Комиссия озабочена и развитием отдельных видов промыслов. Так, слюдяному промыслу в Архангельской губернии и в Сибири «дана была вольность», т. е. кто пожелает, тот и промышляет беспрепятственно; была существенно снижена пошлина с готового продукта. По представлению Комиссии с 1728 г. отменялась казенная соляная монополия: соляные промыслы и продажа соли отдавались в «вольную» торговлю. Но эта мера привела к ощутимому падению доходов казны, и в 1731 г. монополия на продажу соли была восстановлена.
В связи с затруднениями в организации эффективного контроля за металлургическим производством в «отдаленных сибирских местах» было разрешено в Иркутской и Енисейской провинциях любому пожелавшему строить заводы, какие захочет, «свободно и безвозбранно» с правом свободной же реализации продукции при условии уплаты одной только таможенной пошлины (налагался запрет на продажу за границу только золота и серебра). Не забыты и крестьяне: в облегчение их положения Верховный тайный совет в июле 1729 г. распорядился не собирать подушных денег в рабочую пору. Страшно подумать, но остановлено одно из главных дел Петра — строительство кораблей. Решено ограничиться пополнением галерного флота. На все доклады Петру II об «исчезновении флота вследствие удаления его (царя) от моря» — ответ один: «Когда нужда потребует употребить корабли, то я пойду в море; но я не намерен гулять по нем, как дедушка». Конечно же устами малолетки говорила старая московская знать, хотя, отмечают историки, «сознательного, преднамеренного противодействия делу преобразования мы не замечаем ни в ком из русских людей, стоявших в это время наверху». Так‑то оно так, но и больших дел не видно, идет «латание дыр», да и то минуя царей. Ни заурядная Екатерина I, ни малолетний Петр II не имели способности к самостоятельной государственной деятельности.

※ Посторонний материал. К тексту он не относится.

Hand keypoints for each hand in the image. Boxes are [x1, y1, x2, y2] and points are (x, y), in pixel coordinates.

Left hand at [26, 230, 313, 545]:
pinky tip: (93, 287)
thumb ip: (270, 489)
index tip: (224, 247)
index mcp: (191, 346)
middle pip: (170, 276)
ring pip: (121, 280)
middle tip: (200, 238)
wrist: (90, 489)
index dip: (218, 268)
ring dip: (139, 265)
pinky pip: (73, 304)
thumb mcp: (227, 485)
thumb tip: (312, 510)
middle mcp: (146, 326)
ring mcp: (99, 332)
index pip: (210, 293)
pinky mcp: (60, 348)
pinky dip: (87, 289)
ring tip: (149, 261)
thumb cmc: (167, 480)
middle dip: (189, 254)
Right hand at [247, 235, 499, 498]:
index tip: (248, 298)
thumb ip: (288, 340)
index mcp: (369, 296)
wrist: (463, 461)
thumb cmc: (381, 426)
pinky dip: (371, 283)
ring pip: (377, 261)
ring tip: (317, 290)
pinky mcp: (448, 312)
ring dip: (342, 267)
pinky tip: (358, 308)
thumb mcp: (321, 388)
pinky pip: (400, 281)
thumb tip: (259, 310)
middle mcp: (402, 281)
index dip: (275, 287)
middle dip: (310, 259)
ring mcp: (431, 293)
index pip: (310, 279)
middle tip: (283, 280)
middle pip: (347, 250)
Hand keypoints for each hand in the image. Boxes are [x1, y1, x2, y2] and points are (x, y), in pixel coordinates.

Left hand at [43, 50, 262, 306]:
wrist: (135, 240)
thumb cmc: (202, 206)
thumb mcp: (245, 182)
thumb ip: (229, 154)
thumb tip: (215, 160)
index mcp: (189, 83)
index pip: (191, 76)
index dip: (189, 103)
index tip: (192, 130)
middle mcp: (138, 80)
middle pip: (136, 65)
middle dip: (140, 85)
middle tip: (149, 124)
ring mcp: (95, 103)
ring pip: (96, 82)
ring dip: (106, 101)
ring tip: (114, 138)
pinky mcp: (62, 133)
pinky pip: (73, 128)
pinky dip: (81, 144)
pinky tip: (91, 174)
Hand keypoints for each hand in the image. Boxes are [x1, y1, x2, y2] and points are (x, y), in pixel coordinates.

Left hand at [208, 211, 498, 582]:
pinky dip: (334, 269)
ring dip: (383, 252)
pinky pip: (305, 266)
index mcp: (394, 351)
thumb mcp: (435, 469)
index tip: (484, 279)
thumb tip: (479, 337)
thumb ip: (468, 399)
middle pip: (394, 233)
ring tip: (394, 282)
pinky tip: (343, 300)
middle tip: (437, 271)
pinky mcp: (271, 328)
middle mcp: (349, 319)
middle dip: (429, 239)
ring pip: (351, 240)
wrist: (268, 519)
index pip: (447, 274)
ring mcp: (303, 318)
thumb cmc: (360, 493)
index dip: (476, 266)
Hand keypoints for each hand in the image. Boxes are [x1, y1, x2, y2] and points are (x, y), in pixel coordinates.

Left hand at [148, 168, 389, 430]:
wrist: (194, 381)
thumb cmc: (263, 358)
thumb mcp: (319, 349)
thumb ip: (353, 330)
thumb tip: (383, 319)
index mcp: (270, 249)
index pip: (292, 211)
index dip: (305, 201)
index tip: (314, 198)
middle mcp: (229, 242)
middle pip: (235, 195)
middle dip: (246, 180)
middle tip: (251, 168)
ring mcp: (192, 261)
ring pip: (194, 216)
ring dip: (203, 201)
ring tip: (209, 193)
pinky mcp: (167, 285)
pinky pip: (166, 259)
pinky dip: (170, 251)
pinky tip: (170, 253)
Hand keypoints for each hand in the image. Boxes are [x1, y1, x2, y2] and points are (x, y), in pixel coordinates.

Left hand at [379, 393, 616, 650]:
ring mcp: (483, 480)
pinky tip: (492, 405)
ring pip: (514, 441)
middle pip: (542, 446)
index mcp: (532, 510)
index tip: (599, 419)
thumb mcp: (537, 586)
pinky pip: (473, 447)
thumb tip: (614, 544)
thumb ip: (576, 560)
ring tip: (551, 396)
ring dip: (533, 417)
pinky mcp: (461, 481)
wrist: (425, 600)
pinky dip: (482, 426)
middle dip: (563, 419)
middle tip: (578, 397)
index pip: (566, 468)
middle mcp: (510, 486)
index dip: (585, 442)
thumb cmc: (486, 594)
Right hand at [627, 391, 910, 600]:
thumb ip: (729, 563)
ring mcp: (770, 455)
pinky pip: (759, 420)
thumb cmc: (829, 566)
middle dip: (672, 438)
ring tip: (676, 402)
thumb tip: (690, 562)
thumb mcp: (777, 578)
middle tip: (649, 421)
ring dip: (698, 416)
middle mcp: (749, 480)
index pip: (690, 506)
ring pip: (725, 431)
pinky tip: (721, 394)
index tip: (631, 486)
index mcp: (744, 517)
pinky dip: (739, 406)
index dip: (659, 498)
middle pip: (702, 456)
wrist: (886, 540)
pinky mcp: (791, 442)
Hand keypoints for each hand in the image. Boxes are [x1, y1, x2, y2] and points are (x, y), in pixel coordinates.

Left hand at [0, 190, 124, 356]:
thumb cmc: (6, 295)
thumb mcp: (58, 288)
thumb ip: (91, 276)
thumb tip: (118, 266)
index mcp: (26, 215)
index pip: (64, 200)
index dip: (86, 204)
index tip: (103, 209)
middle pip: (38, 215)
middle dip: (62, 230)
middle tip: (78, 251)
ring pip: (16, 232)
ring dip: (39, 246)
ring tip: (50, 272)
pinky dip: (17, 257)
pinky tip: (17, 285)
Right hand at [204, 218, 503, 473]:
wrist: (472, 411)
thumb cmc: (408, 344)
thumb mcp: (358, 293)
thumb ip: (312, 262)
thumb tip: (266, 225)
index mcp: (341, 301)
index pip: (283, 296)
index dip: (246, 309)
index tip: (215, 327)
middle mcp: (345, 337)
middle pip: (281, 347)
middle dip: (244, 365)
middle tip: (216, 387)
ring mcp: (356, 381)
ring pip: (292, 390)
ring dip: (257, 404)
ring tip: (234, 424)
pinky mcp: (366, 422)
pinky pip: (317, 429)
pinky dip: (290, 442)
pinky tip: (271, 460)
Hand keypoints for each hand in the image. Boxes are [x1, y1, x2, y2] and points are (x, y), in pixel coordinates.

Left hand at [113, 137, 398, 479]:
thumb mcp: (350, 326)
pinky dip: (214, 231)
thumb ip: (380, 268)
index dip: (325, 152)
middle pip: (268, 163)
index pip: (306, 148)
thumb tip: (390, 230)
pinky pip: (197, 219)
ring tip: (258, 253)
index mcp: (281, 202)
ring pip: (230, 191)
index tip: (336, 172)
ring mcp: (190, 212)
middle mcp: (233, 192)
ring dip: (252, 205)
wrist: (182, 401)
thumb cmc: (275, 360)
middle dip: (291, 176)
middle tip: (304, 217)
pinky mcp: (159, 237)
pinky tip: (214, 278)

§ 3. Курляндская вдовушка — российская самодержица. Бироновщина
Кондиции 1730 г.
Смерть Петра II застала всех врасплох, но более всего семейство Долгоруких, потерявших столь близкую возможность породнения с царствующим домом. Удар был такой силы, что только помутненный разум всего клана Долгоруких мог подвигнуть их на то, чтобы попытаться подсунуть находившемуся на смертном одре царю завещание в пользу княжны Екатерины, на сомнительном основании их обручения. Дежурство фаворита, князя Ивана, у постели умирающего царя в последнюю ночь оказалось напрасным — Петр умер, так и не придя в сознание. Вечером, в день так и не состоявшейся свадьбы 19 января 1730 г. для избрания преемника собрались четверо из пяти оставшихся в живых (Ф. М. Апраксин умер в 1729 г.) «верховников» — Г. И. Головкин, Д. М. Голицын, А. Г. и В. Л. Долгорукие. Вице‑канцлер А. И. Остерман как иностранец не счел себя вправе решать вопросы престолонаследия (привычная осторожность) и не явился. На заседание были приглашены прибывший на свадьбу сибирский губернатор, дядя невесты, М. В. Долгорукий, а также два фельдмаршала — М. М. Голицын и В. В. Долгорукий. Церковные иерархи отставлены за то, что, как пояснил Д. М. Голицын, они после смерти Петра I себя осрамили, «склонясь, под воздействием даров, в пользу иностранки, которая некогда была любовницей Меншикова».Претендовать на трон могли лишь потомки Петра I и его сводного брата Ивана по женской линии. Но прежде чем назвать их, скажем об одной особенности расклада политических сил в России: вопреки сообщениям иностранных наблюдателей о существовании трех‑четырех «партий», различавшихся по общественным интересам, в действительности их не было и в помине. Как ни упорствовал Петр I, ему так и не удалось привить русским людям понимание необходимости действовать сообща, «кумпанствами», в сложной общественно‑политической ситуации. Как и много лет назад, личные и фамильные интересы по‑прежнему были на первом плане, что позволяло более сильному захватывать власти больше, чем ему следовало бы. Таким человеком на данный момент оказался князь Дмитрий Михайлович Голицын. Он отвел кандидатуру дочери Петра I Елизаветы на том основании, что мать ее была «подлой породы», занявшая к тому же престол без всяких на то прав. Но в этом доводе была не вся правда.